= Christine Poulin =

Canadian politician

Christine Poulin is a politician in Montreal, Quebec, Canada. She served on the Montreal city council from 2001 to 2005 as a member of Vision Montreal (VM).

==City councillor==

She was elected to council in the 2001 municipal election for the Laurier division, defeating incumbent candidate Richard Théorêt of the Montreal Island Citizens Union (MICU). MICU won a council majority in this election, and Poulin served as a member of the official opposition with Vision Montréal with former mayor of Montreal Pierre Bourque.

In 2001 municipal election was the first to be held in Montreal after the city's amalgamation with neighbouring suburbs. In 2002, Poulin accused Montreal mayor Gérald Tremblay of failing to decentralize administrative services in the city's pre-amalgamation borders.

She was the president of the urbanism commission of borough Plateau Mont-Royal, and member of the Commission on corporate business, strategic management, human capital and ethnocultural diversity.

In 2005, Poulin joined with Toronto city councillor Olivia Chow and Calgary city councillor Ric McIver to take part in Xerox Canada's "Colour for Charity" campaign. The three councillors were publicly painted a variety of vibrant colours, in return for receiving a combined ten thousand dollars to donate to a charity of their choice.

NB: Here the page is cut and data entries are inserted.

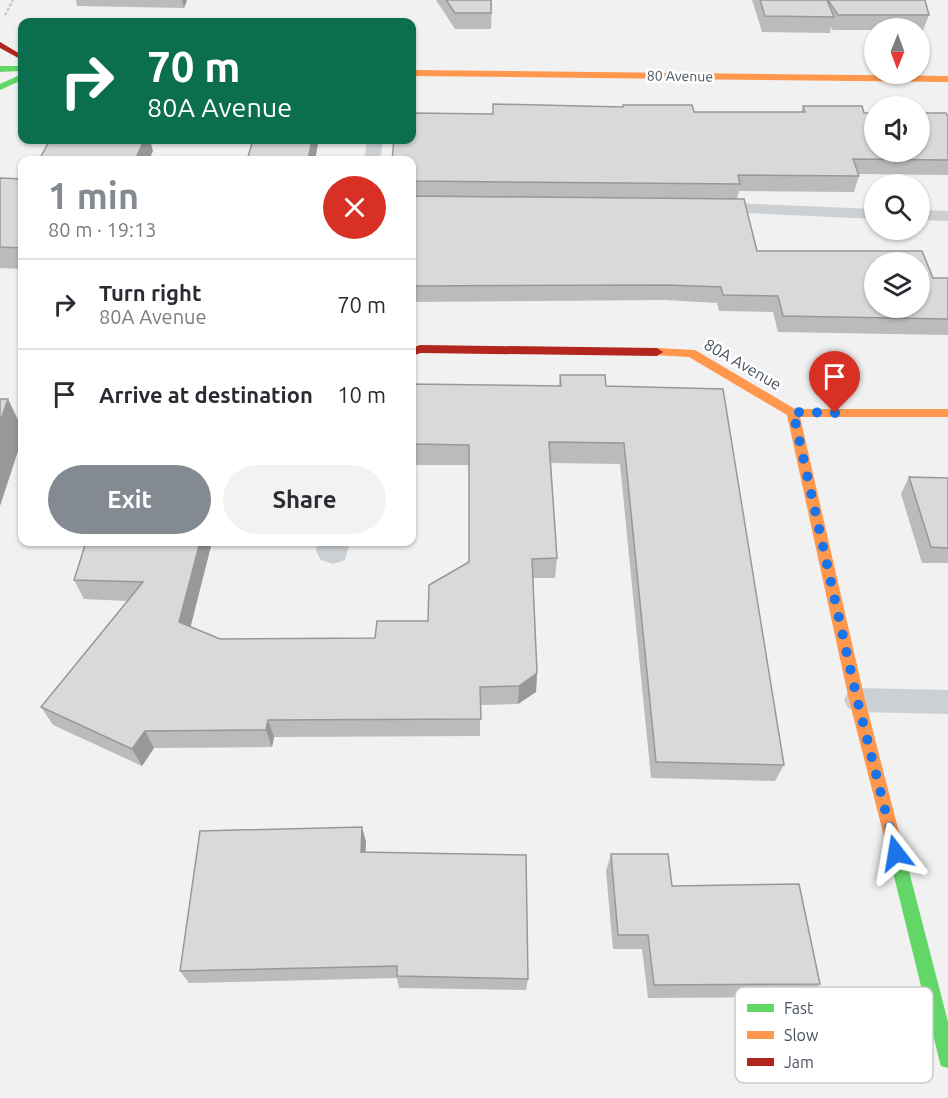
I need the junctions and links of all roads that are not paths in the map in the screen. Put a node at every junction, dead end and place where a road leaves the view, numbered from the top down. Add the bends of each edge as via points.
1 (0, 44) edge
2 (18, 55) edge
3 (0, 69) edge
4 (18, 69) edge
5 (416, 73) edge
6 (18, 79) edge
7 (948, 79) edge
8 (0, 87) edge
9 (691, 207) edge
10 (864, 214) edge
11 (930, 215) edge
12 (948, 216) edge
13 (416, 350) edge
14 (793, 412) junction
15 (948, 413) edge
16 (857, 699) junction
17 (948, 702) edge
18 (930, 987) edge
19 (933, 1000) edge
20 (948, 1059) edge

1 - 2 street
3 - 4 street
5 - 7 street, 80 Avenue
6 - 8 street
9 - 10 lane
11 - 12 lane
13 - 14 street, 80A Avenue via 691,353
14 - 15 street, 80A Avenue
14 - 16 street
16 - 17 lane
16 - 18 street
19 - 20 street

By virtue of her position on city council, Poulin also served on the Plateau-Mont-Royal borough council. She ran in the De Lorimier ward in the 2005 and was defeated by Projet Montréal candidate Carl Boileau who give is place to Richard Bergeron.

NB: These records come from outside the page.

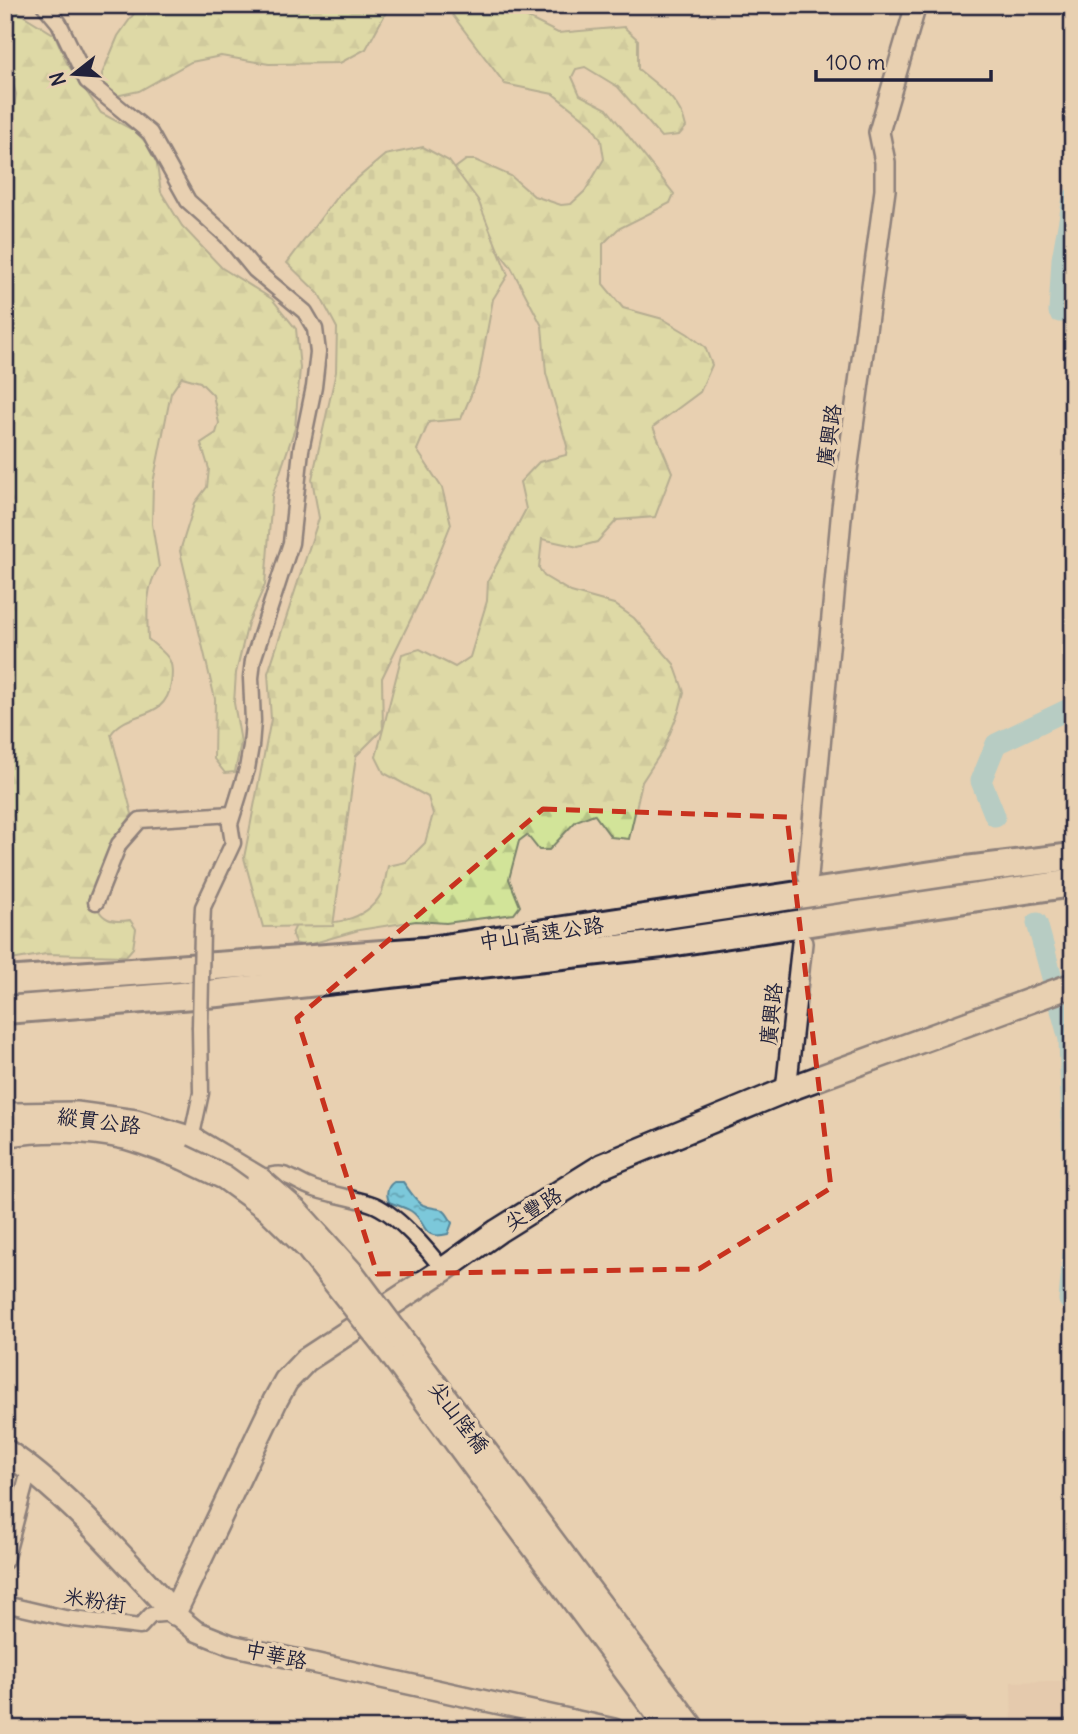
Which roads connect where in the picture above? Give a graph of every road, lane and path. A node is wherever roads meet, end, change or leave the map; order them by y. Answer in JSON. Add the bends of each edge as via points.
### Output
{"nodes":[{"id":1,"x":44,"y":5,"type":"edge"},
{"id":2,"x":916,"y":5,"type":"edge"},
{"id":3,"x":232,"y":814,"type":"junction"},
{"id":4,"x":1073,"y":857,"type":"edge"},
{"id":5,"x":808,"y":876,"type":"dead end"},
{"id":6,"x":1073,"y":883,"type":"edge"},
{"id":7,"x":96,"y":902,"type":"dead end"},
{"id":8,"x":802,"y":943,"type":"dead end"},
{"id":9,"x":5,"y":981,"type":"edge"},
{"id":10,"x":1073,"y":985,"type":"edge"},
{"id":11,"x":5,"y":1010,"type":"edge"},
{"id":12,"x":786,"y":1090,"type":"junction"},
{"id":13,"x":5,"y":1117,"type":"edge"},
{"id":14,"x":5,"y":1135,"type":"edge"},
{"id":15,"x":187,"y":1148,"type":"junction"},
{"id":16,"x":259,"y":1179,"type":"junction"},
{"id":17,"x":443,"y":1270,"type":"junction"},
{"id":18,"x":5,"y":1451,"type":"edge"},
{"id":19,"x":30,"y":1467,"type":"junction"},
{"id":20,"x":5,"y":1561,"type":"edge"},
{"id":21,"x":5,"y":1604,"type":"edge"},
{"id":22,"x":174,"y":1613,"type":"junction"},
{"id":23,"x":614,"y":1729,"type":"edge"},
{"id":24,"x":669,"y":1729,"type":"edge"},
{"id":25,"x":693,"y":1729,"type":"edge"},
{"id":26,"x":948,"y":1729,"type":"edge"},
{"id":27,"x":961,"y":1729,"type":"edge"}],
"edges":[{"from":1,"to":3,"type":"street","via":[[59,23],[87,81],[150,133],[188,201],[227,236],[255,270],[305,312],[314,328],[318,352],[291,543],[253,660],[251,746]]},
{"from":2,"to":5,"type":"street","name":"廣興路","via":[[879,132],[885,190],[842,504]]},
{"from":3,"to":7,"type":"street","via":[[140,820],[119,844]]},
{"from":3,"to":15,"type":"street","bridge":true,"via":[[233,843],[203,907],[201,1093]]},
{"from":4,"to":9,"type":"highway","name":"中山高速公路","via":[[424,951]]},
{"from":6,"to":11,"type":"highway","name":"中山高速公路","via":[[662,944],[218,993]]},
{"from":8,"to":12,"type":"street","name":"廣興路"},
{"from":10,"to":12,"type":"main road","name":"尖豐路"},
{"from":12,"to":17,"type":"main road","name":"尖豐路","via":[[602,1166]]},
{"from":13,"to":15,"type":"main road","name":"縱貫公路","via":[[76,1114],[136,1122]]},
{"from":14,"to":15,"type":"main road","name":"縱貫公路","via":[[62,1130]]},
{"from":15,"to":16,"type":"main road","name":"尖山陸橋"},
{"from":15,"to":24,"type":"main road","name":"尖山陸橋","bridge":true,"via":[[268,1209],[308,1248],[400,1364]]},
{"from":16,"to":17,"type":"street","via":[[286,1174],[311,1188],[374,1205],[403,1226]]},
{"from":16,"to":25,"type":"main road","name":"尖山陸橋","bridge":true,"via":[[296,1211],[351,1272]]},
{"from":17,"to":22,"type":"main road","name":"尖豐路","via":[[306,1360],[286,1381]]},
{"from":18,"to":19,"type":"main road","name":"中華路"},
{"from":19,"to":20,"type":"street"},
{"from":19,"to":22,"type":"main road","name":"中華路"},
{"from":21,"to":22,"type":"street","name":"米粉街","via":[[65,1618],[140,1627],[151,1615]]},
{"from":22,"to":23,"type":"street","name":"中華路","via":[[196,1630],[231,1645]]},
{"from":26,"to":27,"type":"street"}]}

She participated in a mission to observe the elections in Ukraine in 2012 and 2019.

Christine Poulin is regulated immigration consultant, member of ICCRC, board regulation of immigration consultants in Canada, since 2013. She owns Immigration Elite Inc. She is active in CAPIC-ACCPI, the canadian professional association of immigration consultant like VP Quebec.

She holds a BA in Political Science from Laval University, a Certificate in International Business of HEC in Montreal, a master's in international management from ENAP. She finished a certificate in law from Université of Montreal.

President of the association BPW Montreal, a chapter of Business professional women international, this chapter was created since 1926. Also she participated at the creation of an association of former Québec municipal councillors in 2019.

==Electoral record==

v; t; e; 2005 Montreal municipal election: Councillor, De Lorimier
| Party | Candidate | Votes | % |
| Projet Montréal |  | Carl Boileau co-listed with Richard Bergeron | 3,078 | 36.53 |
| Montreal Island Citizens Union |  | Christine Mitton | 2,838 | 33.69 |
| Vision Montreal |  | Christine Poulin (incumbent) | 2,509 | 29.78 |
| Total valid votes |  |  | 8,425 | 100 |
Source: City of Montreal official results (in French), City of Montreal.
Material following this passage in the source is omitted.